Human Rights

Awful: Man with Down syndrome dies after hospital denies food for 20 days

Down syndrome, slow code

A UK hospital is facing an inquest after a man in their care died in 2016 when they allegedly allowed him to go without food for 20 days. The 61-year-old man, Giuseppe (Joe) Ulleri, had Down syndrome and died of aspiration pneumonia mere days after his family questioned the hospital’s level of care for him.

Because Ulleri was unable to communicate well and had difficulty caring for himself, he had a deprivation of liberty safeguarding order, which means his medical care was decided for him. After a fall at his supported living home on February 26, 2016, Ulleri was taken to Manchester Royal Infirmary and was initially discharged before returning to discover he had fractures to his pelvis, wrist, and the vertebrae in his neck, which the hospital had failed to notice, according to the Mirror.

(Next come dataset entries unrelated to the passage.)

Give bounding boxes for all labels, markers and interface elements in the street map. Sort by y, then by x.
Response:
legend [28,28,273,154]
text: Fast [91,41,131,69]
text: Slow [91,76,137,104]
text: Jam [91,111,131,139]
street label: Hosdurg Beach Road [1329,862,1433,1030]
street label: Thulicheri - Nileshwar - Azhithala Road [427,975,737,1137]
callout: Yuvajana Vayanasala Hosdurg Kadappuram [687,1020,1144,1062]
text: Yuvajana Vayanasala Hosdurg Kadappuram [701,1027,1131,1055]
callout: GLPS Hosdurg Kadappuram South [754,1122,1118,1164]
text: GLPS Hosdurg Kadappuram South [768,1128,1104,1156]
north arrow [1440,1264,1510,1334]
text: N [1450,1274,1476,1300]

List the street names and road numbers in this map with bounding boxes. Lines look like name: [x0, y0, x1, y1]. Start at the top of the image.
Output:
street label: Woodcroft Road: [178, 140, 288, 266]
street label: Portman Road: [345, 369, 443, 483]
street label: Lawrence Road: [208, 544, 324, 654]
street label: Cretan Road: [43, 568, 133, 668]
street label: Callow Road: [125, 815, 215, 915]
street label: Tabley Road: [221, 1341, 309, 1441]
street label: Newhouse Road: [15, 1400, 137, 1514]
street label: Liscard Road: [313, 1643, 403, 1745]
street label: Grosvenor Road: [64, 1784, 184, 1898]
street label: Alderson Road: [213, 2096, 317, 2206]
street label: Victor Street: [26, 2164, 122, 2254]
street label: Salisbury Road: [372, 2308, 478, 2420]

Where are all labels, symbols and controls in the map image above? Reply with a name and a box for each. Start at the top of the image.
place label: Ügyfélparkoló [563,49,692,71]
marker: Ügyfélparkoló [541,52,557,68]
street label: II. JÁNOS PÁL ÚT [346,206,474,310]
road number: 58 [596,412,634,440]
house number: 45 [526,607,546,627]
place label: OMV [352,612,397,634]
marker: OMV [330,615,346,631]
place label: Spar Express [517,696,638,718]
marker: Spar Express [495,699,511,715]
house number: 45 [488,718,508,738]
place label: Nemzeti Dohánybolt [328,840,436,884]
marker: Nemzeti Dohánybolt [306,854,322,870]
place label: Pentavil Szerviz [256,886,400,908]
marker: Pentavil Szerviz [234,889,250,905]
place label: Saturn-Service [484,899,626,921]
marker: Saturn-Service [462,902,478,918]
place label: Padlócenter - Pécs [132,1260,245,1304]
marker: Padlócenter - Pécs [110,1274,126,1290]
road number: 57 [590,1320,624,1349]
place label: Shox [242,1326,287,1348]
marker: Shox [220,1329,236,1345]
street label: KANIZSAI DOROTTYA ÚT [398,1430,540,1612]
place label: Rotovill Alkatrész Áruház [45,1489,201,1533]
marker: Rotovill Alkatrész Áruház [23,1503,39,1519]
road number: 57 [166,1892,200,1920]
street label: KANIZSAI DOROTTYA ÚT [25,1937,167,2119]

Doctors ordered that he be “nil by mouth” (no food or fluids by mouth) out of concerns that he would aspirate. A feeding tube was placed through his nose on March 9, 2016, about 11 days after he was admitted, but after just a day it was removed due to discomfort. Doctors waited to place a feeding tube directly to his stomach for a full nine days on March 18. Two days later, Ulleri died.

READ: Training manual: Advising abortion for babies with Down syndrome can be ‘a blessed relief’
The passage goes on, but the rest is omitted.